I haven't tried one, but Axis sells a T8129 POE extender for UTP. The coax solutions are typically for traditional analog CCTV to IP upgrades. Interesting to hear you intentionally ran COAX for the POE features.
Interesting solutions to connect ip camera www.sigrand.com <a href="SIGRAND | Home">www.sigrand.com</a>, can connect the chain of cameras from one PoE switch port, maximum distance up to 500 meters. For distance of several kilometers can be used SHDSL extender or cameras with built-in SHDSL modem.
Undisclosed, we didn't intentionally run coax for our tests - it is already there. But neither did we use coax for the test. This was over a single pair of UTP. Vigitron provided the Vi2401's with modified baluns (tranformer jumpered out?) to convert UTP to BNC at each end for our testing. So 600' of a single pair of 24 gauge wire is transporting 100Mbps plus POE to power both the camera and the Vi2401 transmitter.
The point is, we don't have an IP infrastructure. All analog with ~50% coax and ~50% single-pair UTP using baluns and some active receivers. Converting to all-IP would be too costly and using 4 pairs per camera would require running a boatload of plenum UTP; also costly. And difficult, considering how overloaded and difficult to access our cable trays are.
When I had power issues in the past - I measured 4 Ohms resistance through 180FT of 24AWG, so 1200FT (600FT round trip) would be about 24 Ohms resistance.
Now, want to deliver 15W to power the equipment, but assuming 80% PSU efficiency, we actually need to transmit 15/0.8 = 19W.

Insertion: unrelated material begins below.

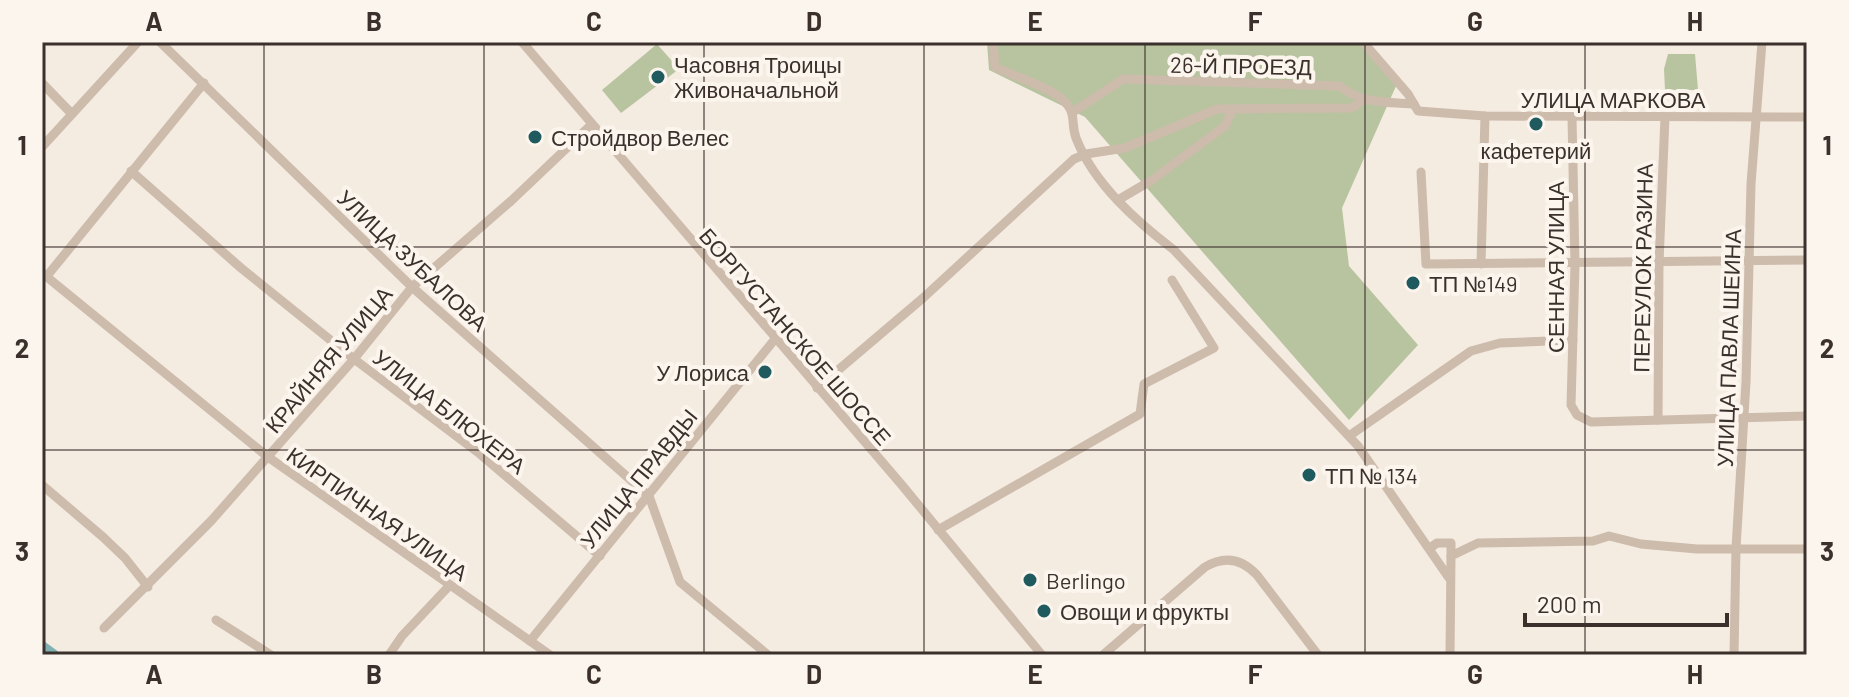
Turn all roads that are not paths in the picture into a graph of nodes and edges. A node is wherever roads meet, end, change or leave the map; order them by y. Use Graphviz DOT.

V = IR, where V is the voltage drop across our 1200FT cable), R=24, and I, the current, depends on the voltage used by Vi2401 to transmit between the end points.
VI = 19 watts
V = IR (Ohm's Law)
so V = I *24,
so VI = I^2 * 24 (multiply both sides by I),
Now we know VI = 19 watts
so 19 = I^2 * 24
so I^2 = 19/24, I = sqrt(19/24) = 0.9 Amps current that needs to be transmitted across the cable
Now we can finally work out the voltage drop across the 1200FT (600FT loop) cable:
V_drop = IR = 0.9*24 = 22V voltage drop.
SO, IF the Vi2401 runs at 48+22 = 70V DC - all should be good!
Regarding getting great 100Mbps throughput across the single pair of UTP - this is easily achievable using VDSL2 modulation/data transmission schemes, which can achieve 100Mbps at 1600FT across phone cable (Cat5 >>> phone cable).
Just want to clarify: Power = VI, measured in watts - this is why VI = 19 above
Yes, Basic Electronics 101 (I passed that course in 1967, LOL) (God, I'm an old fart). I didn't bother to measure the DC resistance of the CAT5 because the thought didn't occur to me. By the way, there are also two "66" blocks in the loop (one at each end of the 25-pair trunk). Add in the resistance of anything else in the loop: two patch cables, four RJ45's, etc.